Cookie Jar Reserves

Cookie Jar Reserves

Investopedia / Paige McLaughlin

What Are Cookie Jar Reserves?

Cookie jar reserves are savings from previous quarters that a company records as earnings in subsequent quarters to make it appear that its earnings were higher than they really were. When a company fails to meet its earnings target, a company accountant can dip into the cookie jar to inflate the numbers.

Needless to say, the practice of cookie jar accounting is frowned on by government regulators as it misleads investors on the company's performance.

Understanding Cookie Jar Reserves

Wall Street values companies that consistently meet or beat their earnings targets quarter after quarter. Analysts rate them highly and investors pay a premium for their stock shares.

Key Takeaways

  • Cookie jar reserves are chunks of income that a company keeps hidden in order to report them in a future quarter when its performance fails to meet expectations.
  • A company may even create a liability in one quarter in order to erase it from a later quarter in order to disguise poor results.
  • Cookie jar accounting deliberately misleads investors and violates accepted public company reporting practices.

They tend to be valued more highly than companies that have the potential to earn spectacular amounts of money in some quarters but fail in others.

Cookie jar accounting can be used to smooth out volatility in financial results and give a false impression of stability.

One line item in company reports, special items, is a particularly good place to hide a cookie jar accounting move. Special items may include any large payment or other income that the company expects to be a one-time event. Or, it may be a chunk of money from a previous highly lucrative quarter that the company has hidden in the cookie jar and is now using to inflate a poor earnings number.

Stuffing the Cookie Jar

An even more egregious variety of cookie jar accounting creates a liability in one quarter and then erases it from a subsequent quarter.

For example, in a genuinely great quarter, a company might add a vague and probably mythical liability to its earnings report. It could, say, record a $1 million liability for equipment it intends to buy. That $1 million liability goes into the cookie jar. The next time the company has a terrible quarter, it cancels its non-existent plan to buy equipment and lists the liability as income.

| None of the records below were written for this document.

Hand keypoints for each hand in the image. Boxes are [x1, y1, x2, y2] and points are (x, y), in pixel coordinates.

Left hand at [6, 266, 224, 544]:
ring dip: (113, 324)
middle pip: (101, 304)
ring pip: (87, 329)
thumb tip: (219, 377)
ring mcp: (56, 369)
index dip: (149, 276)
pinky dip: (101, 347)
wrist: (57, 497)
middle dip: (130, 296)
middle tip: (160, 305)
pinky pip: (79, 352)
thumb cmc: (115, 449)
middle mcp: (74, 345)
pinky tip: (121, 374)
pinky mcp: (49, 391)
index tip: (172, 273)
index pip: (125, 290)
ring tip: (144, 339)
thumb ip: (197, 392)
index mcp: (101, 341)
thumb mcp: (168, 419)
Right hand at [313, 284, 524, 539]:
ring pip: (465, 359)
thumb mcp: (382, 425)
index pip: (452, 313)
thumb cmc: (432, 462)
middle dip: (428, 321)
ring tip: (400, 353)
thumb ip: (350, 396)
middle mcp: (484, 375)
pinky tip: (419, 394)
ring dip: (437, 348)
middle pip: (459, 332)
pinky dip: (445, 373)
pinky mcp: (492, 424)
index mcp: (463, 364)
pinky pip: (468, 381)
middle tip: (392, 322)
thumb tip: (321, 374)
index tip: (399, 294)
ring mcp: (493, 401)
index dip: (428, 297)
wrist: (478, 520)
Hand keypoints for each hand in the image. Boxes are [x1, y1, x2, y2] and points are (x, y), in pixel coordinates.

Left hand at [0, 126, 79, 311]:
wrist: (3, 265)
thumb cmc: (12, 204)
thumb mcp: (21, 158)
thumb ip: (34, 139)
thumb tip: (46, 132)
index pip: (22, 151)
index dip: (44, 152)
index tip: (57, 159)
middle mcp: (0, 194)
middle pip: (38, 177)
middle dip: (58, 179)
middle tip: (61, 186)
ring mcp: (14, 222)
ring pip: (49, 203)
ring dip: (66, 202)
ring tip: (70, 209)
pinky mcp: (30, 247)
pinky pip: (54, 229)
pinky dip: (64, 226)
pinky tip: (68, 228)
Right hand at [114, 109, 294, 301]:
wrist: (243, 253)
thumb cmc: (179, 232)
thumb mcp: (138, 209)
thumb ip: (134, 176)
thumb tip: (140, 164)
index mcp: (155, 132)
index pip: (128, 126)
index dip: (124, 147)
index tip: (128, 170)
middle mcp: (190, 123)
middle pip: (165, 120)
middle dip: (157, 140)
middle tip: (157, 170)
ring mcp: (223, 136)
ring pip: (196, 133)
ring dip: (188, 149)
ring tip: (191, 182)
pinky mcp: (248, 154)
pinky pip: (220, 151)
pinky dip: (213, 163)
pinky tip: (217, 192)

Example of Cookie Jar Accounting

One famous case of cookie jar accounting ended with the computer giant Dell paying a $100 million penalty to the Securities and Exchange Commission (SEC) in July 2010.

The line item "special items" is a good place to hide a transfer from the cookie jar.

The SEC argued that Dell would have missed analysts’ earnings estimates in every quarter between 2002 and 2006 had it not dipped into its reserves to cover the shortfalls in its operating results.

In this case, the cookie jar reserves reportedly consisted of undisclosed payments that Dell received from chip giant Intel in return for agreeing to use Intel’s CPU chips exclusively in its computers.

The SEC also alleged that Dell did not disclose to investors that it was drawing on these reserves.

In fact, the Intel payments made up a huge chunk of Dell’s profits, accounting for as much as 72% of its quarterly operating income at their peak. Dell’s quarterly profits fell significantly in 2007 after the arrangement with Intel ended.

The SEC also alleged that Dell claimed that the decline in profitability was due to an aggressive product pricing strategy and higher component prices, but the real reason was that it was no longer receiving payments from Intel.